Таковы фантастическая посылка и ее следствия. Все прочее к Большой Истории отношения не имеет: подумаешь, погибли поэт Х. и формалист Ш. в восемнадцатом году, а не умерли своей смертью много позже! (Тем более, что почти все «исторические» герои романа скрыты за более-менее прозрачными псевдонимами.) Вот если бы от отмены орфографии мир перевернулся и эсеры победили большевиков...
Мир после отмены орфографии и в самом деле перевернулся, только никто этого не заметил.
Быков написал дистиллировано чистый фантастический роман. Он вернул фантастику к ее истокам, напомнил о том, что любой фантастический прием в основе своей метафора. Отмена же орфографии беспощадно точная метафора судьбы русской интеллигенции в ХХ веке. Недаром псевдоним главного героя романа Ять, а фамилии его мы так и не узнаем. Он
отменен, причем всеми силами сразу. Он чужд и тем, кто за власть (все равно, старую или новую), и тем, кто против. Он устал выбирать из двух зол, а ничего другого от родной страны ждать ему не приходится ему, полуеврею, назвавшемуся самой русской и самой ненужной буквой.
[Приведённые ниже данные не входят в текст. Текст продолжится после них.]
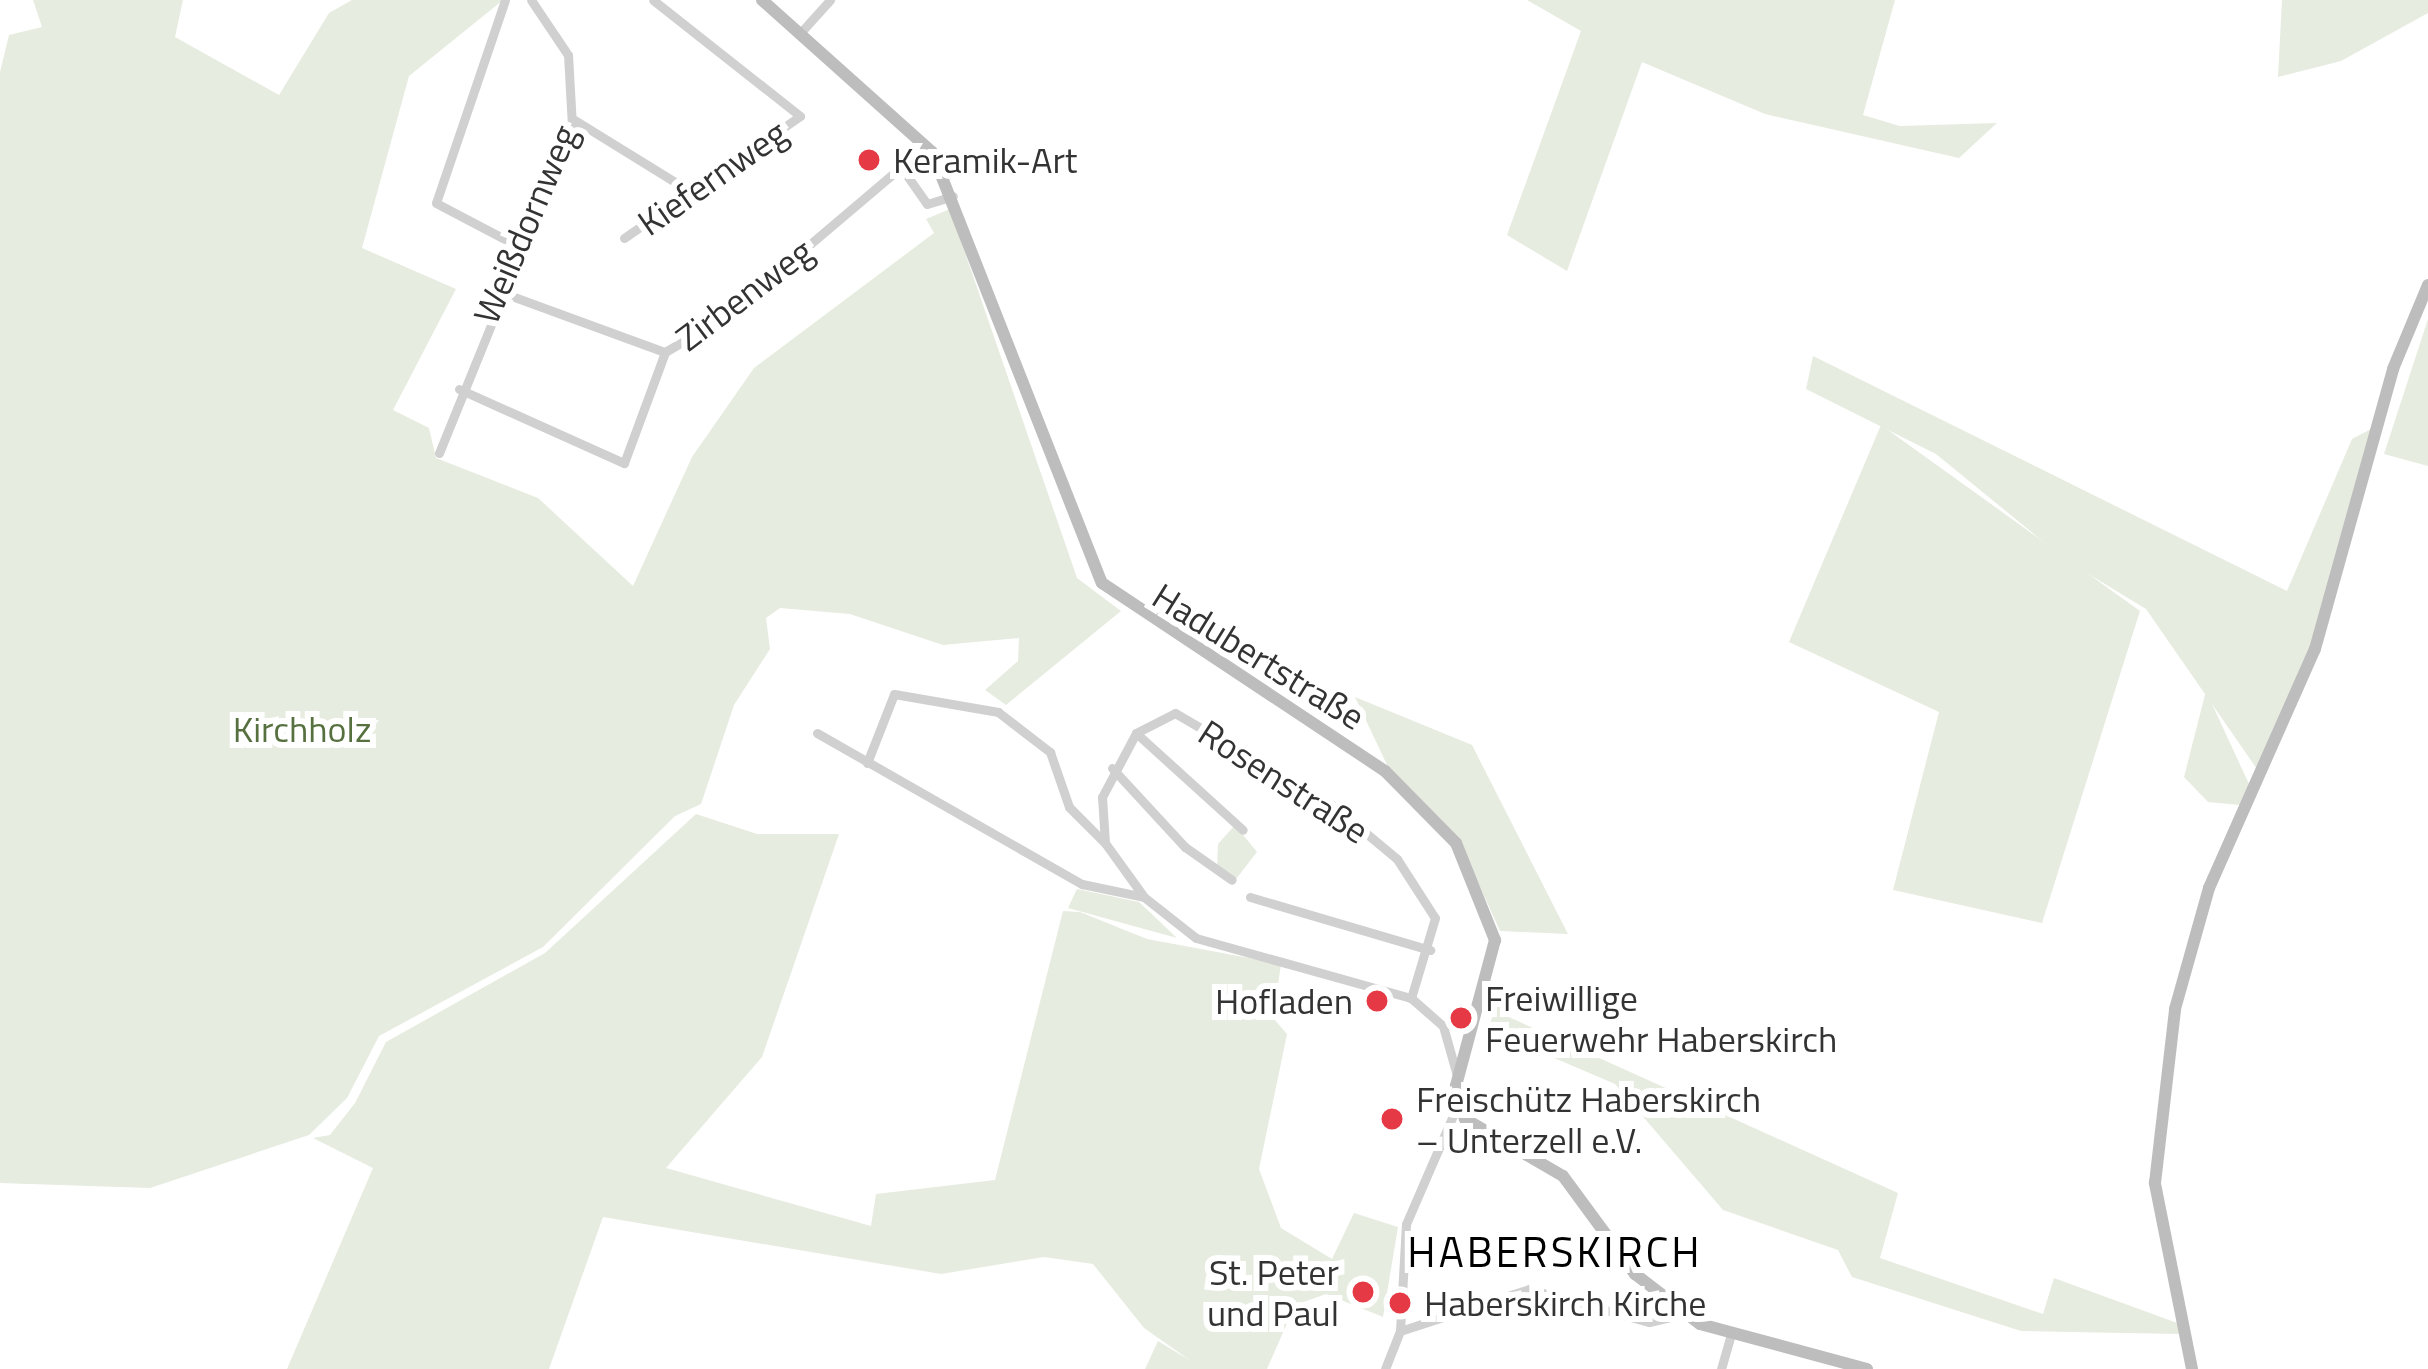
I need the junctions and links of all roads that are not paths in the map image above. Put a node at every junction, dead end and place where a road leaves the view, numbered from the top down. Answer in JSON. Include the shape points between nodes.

«Радостный переход от утомительных холодов и разговоров первого действия к приморской буффонаде второго» и мы вместе с Ятем становимся свидетелями чехарды всевозможных властей в Гурзуфе и Ялте. Действие третье и «все уже как-то не то и не так», и единственный выбор между бессмысленной смертью и постыдным бегством. Это просто, как жизнь, и театрально, как... опять же, как жизнь.
Три стихии захлестывают Ятя и читателей: нежность, ужас и жалость. Нежность к тем, кого они любят, за кого боятся, кого неизбежно теряют (одна из сильнейших глав романа о фатальных
невстречах, на которые судьба обрекает второстепенных героев, Барцева и Ахшарумову, раз за разом, десятилетие за десятилетием, горько и безнадежно; и две половинки флейты, чей звук может спасти мир, навсегда остаются разъединенными). Ужас от того страшного, что наплывает из будущего, от нечеловеческого... нет, как раз слишком человеческого, космического одиночества, на которое рано или поздно осужден каждый. Революция только зримое воплощение этого ужаса, поэтому в душе принять ее не может никто, и даже Корабельников (Маяковский) своим горлопанством пытается лишь защититься от надвигающейся пустоты. Жалость ко всем, через кого история творит себя, к тем, кто раздавлен ею, ко всем бессмысленным, но драгоценным мелочам.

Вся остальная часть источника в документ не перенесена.